En realidad, no eran ni una cosa ni la otra, sino un manojo desordenado de 200 o 300 ex policías, ex militares, ex represores y simples lúmpenes que vencían por la fuerza del miedo que causaban en unos policías mal armados y peor alimentados. Eso no es raro: la mayoría de los golpes de Estado ocurre y progresa de ese modo minoritario y de adquisición de poder incremental, sólo que en Haití todo parece expresarse bajo la forma de una caricatura. En las últimas horas, el “comandante” Guy Phillippe parece haberse bajado de su bravuconada de malevo retobado de que ocuparía Puerto Príncipe y la Presidencia el día de su cumpleaños –que se celebra hoy–, pero la situación de Jean Bertrand Aristide no mejora: quieren ganarle la ciudad por hambre y desabastecimiento –como ya están tratando de hacerlo en Saint Marc, más al norte– y, aparentemente, por infiltración. Mientras tanto, Aristide jura que resistirá. Es posible que los insurrectos le crean y por eso hayan decidido la erosión lenta frente a la confrontación abierta: si Aristide tiene alguna fuerza, la tiene en Puerto Príncipe, en los desharrapados a los que favoreció convertidos ahora en bandas parapoliciales.
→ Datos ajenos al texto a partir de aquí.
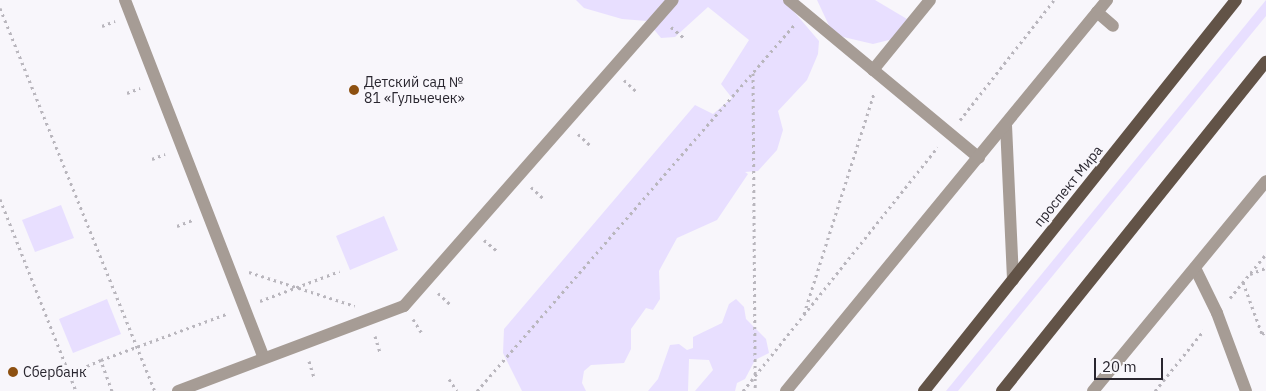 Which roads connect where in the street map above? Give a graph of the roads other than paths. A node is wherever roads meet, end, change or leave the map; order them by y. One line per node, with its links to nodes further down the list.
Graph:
1 (125, 0): 16 (street)
2 (673, 0): 16 (street)
3 (789, 0): 10 (street)
4 (930, 0): 10 (street)
5 (1108, 0): 7 (street)
6 (1236, 0): 15 (main road, проспект Мира)
7 (1097, 12): 8 (street); 11 (street)
8 (1112, 26)
9 (1266, 62): 20 (main road)
10 (873, 70): 12 (street)
11 (1006, 125): 12 (street); 15 (street)
12 (980, 158): 18 (street)
13 (1266, 181): 14 (street)
14 (1195, 268): 21 (street); 22 (street)
15 (1013, 280): 19 (main road, проспект Мира)
16 (264, 358): 17 (street)
17 (178, 391)
18 (786, 391)
19 (924, 391)
20 (1002, 391)
21 (1093, 391)
22 (1246, 391)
En un contexto más amplio, la situación de Haití se parece un poco a la de Liberia antes de la salida del “hombre fuerte” Charles Taylor el año pasado, pero con una importante diferencia: contrariamente al caso de Liberia y de Taylor, las grandes potencias y los vecinos de Haití no parecen tener muy claro qué hacer ante la situación. Por una parte, el Departamento de Estado norteamericano estuvo sosteniendo a Aristide –que fue repuesto en el poder por marines estadounidenses en 1994 tras ser expulsado del gobierno por un golpe militar más de tres años antes– hasta mediados de esta semana. Gran error, insistió el canciller francés Dominique de Villepin, que poco a poco fue convenciendo a Colin Powell de la sabiduría de la ex potencia colonial de Haití. O por lo menos así se cuenta. El hecho es que Powell había manufacturado un plan para mantener a Aristide en el poder formal hasta el vencimiento de su mandato en 2006 –aunque quitándole el poder real, a ser transferido a un primer ministro–, pero las dos oposiciones haitianas, la armada y la política, olfateando sangre, rechazaron toda solución que no contemplara la salida, captura, juicio, ejecución, maldición pública y envío al infierno del presidente.
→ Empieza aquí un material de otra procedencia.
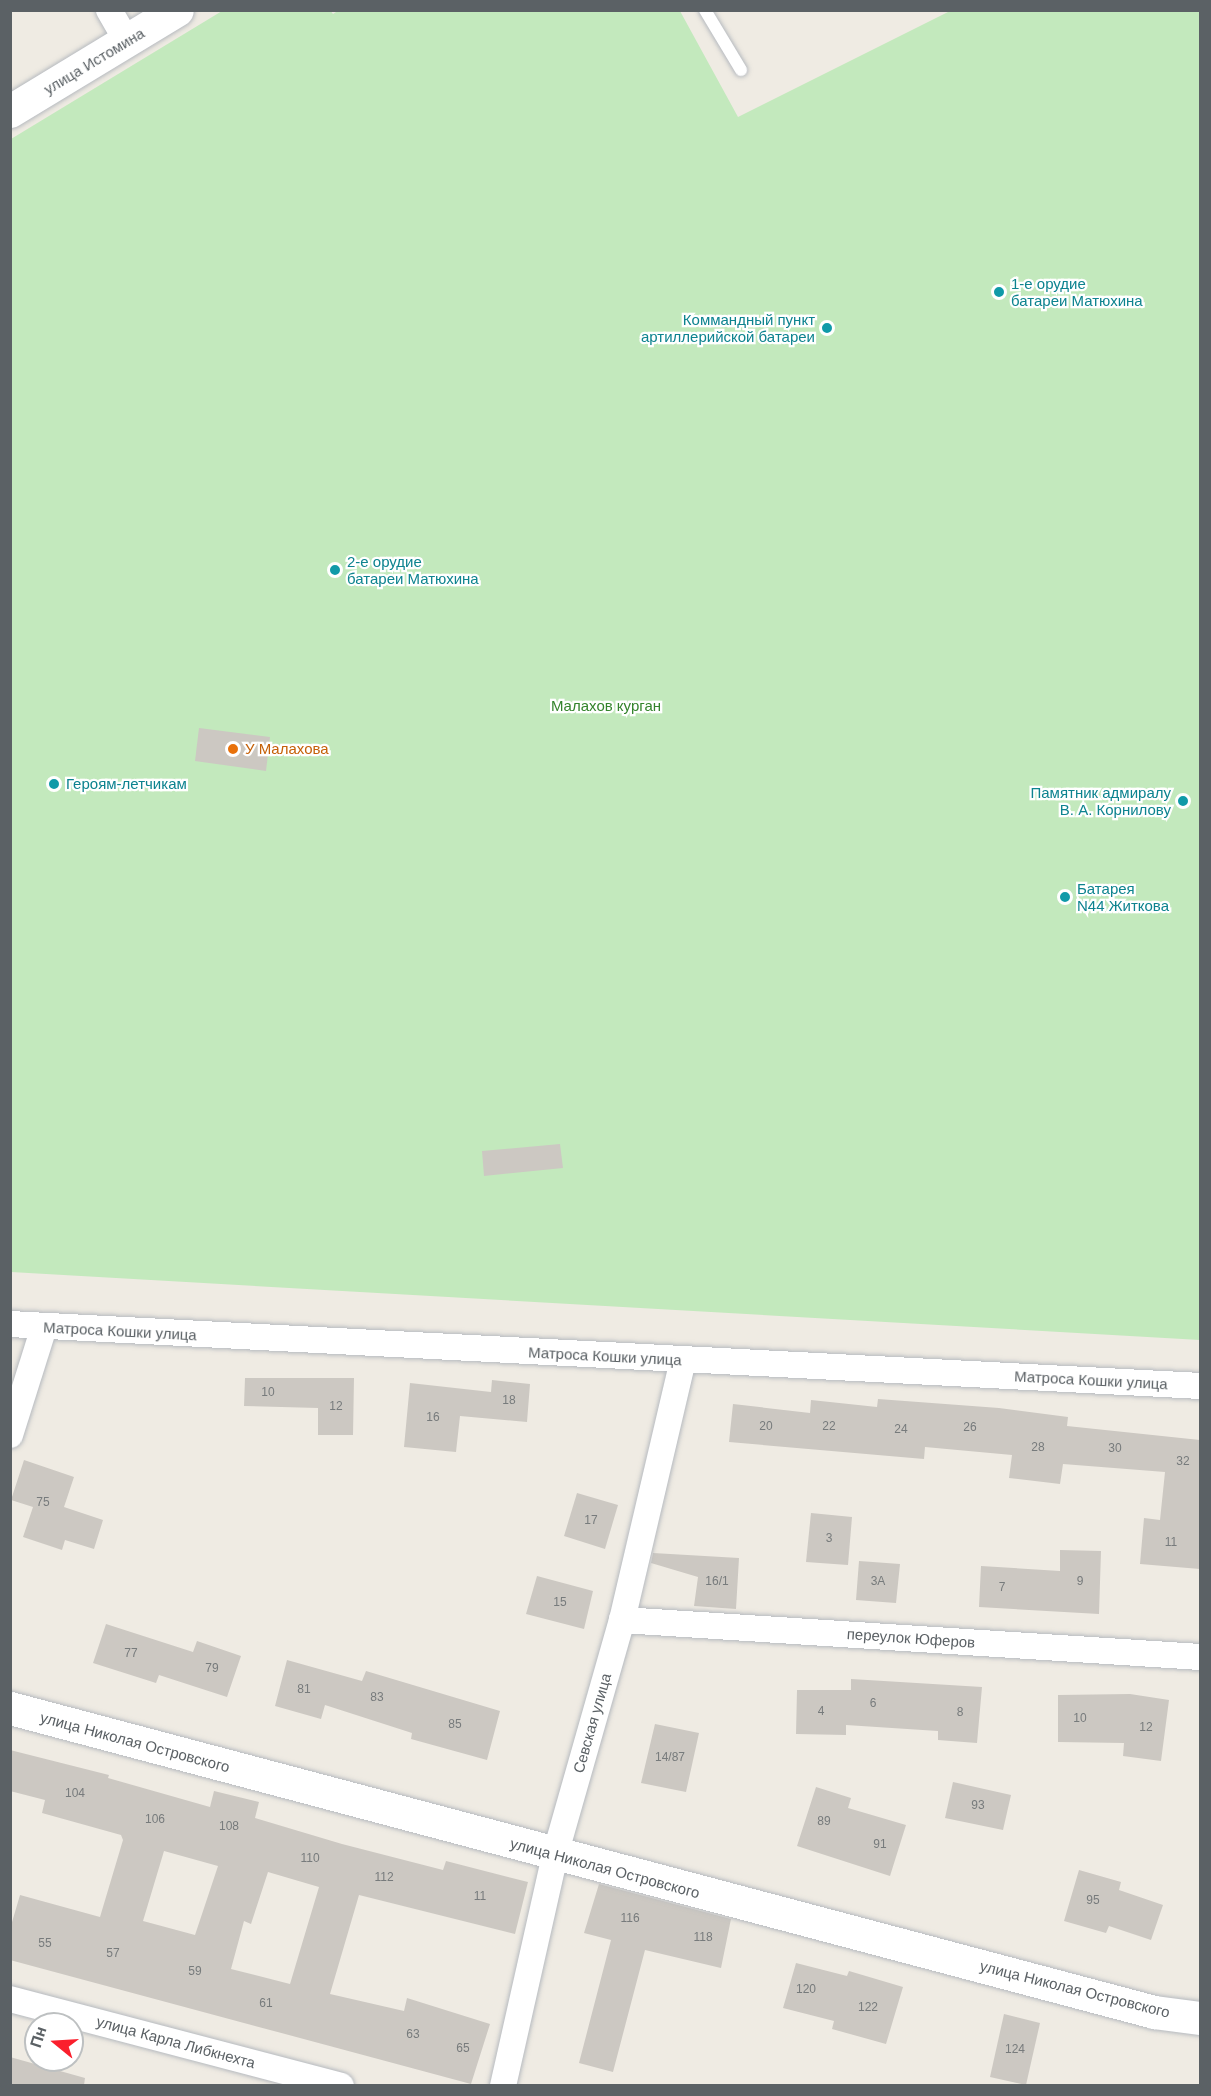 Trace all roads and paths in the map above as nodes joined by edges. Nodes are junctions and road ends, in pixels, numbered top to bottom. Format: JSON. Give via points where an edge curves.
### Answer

Esto coloca a las potencias en una situación extraña, ya que Francia y Estados Unidos están defendiendo ahora lo que efectivamente es el derrocamiento armado de un presidente legítimamente electo, cualquiera hayan sido sus errores. En este cuadro, la solución liberiana, en que Estados Unidos, los países de la zona y la propia oposición liberiana reclamaban la salida de un dictador que había llegado al poder mediante un golpe de Estado, no es equivalente ni operativa. Por eso la situación diplomática se mantiene, por el momento, paralizada. Pero eso no es así en la situación militar, donde los rebeldes controlan la mitad del país y Puerto Príncipe nadie sabe cuánto resistirá. Y tampoco lo es la situación de los refugiados, que es posible que se lancen al mar de a miles a medida que el país sea tomado por una banda de delincuentes armados.
Maxine Waters, una congresista californiana, ha denunciado que la CIA está detrás del derrocamiento de Aristide, que Roger Noriega y Otto Reich, los dos pesos pesados de la administración Bush para América latina, detestan al ex cura salesiano de la Teología de la Liberación, y que André Apaid, el jefe de la oposición burguesa, es el hombre de los norteamericanos. Todo esto es perfectamente posible, salvo que la línea de puntos desde aquí hasta el presunto objetivo está llena de bombas de tiempo –los boat people entre ellas– que la administración, aterrada ante el año electoral, querría evitar. Pero el Pentágono ha sugerido el despliegue de un grupo naval de 2200 marines en torno a las costas de Haití, presuntamente para evitar las fugas masivas, pero que por supuesto, también podrían servir para ocupar el país. Esa puede ser la solución final, si George W. deja de sostener la calavera de Yorick.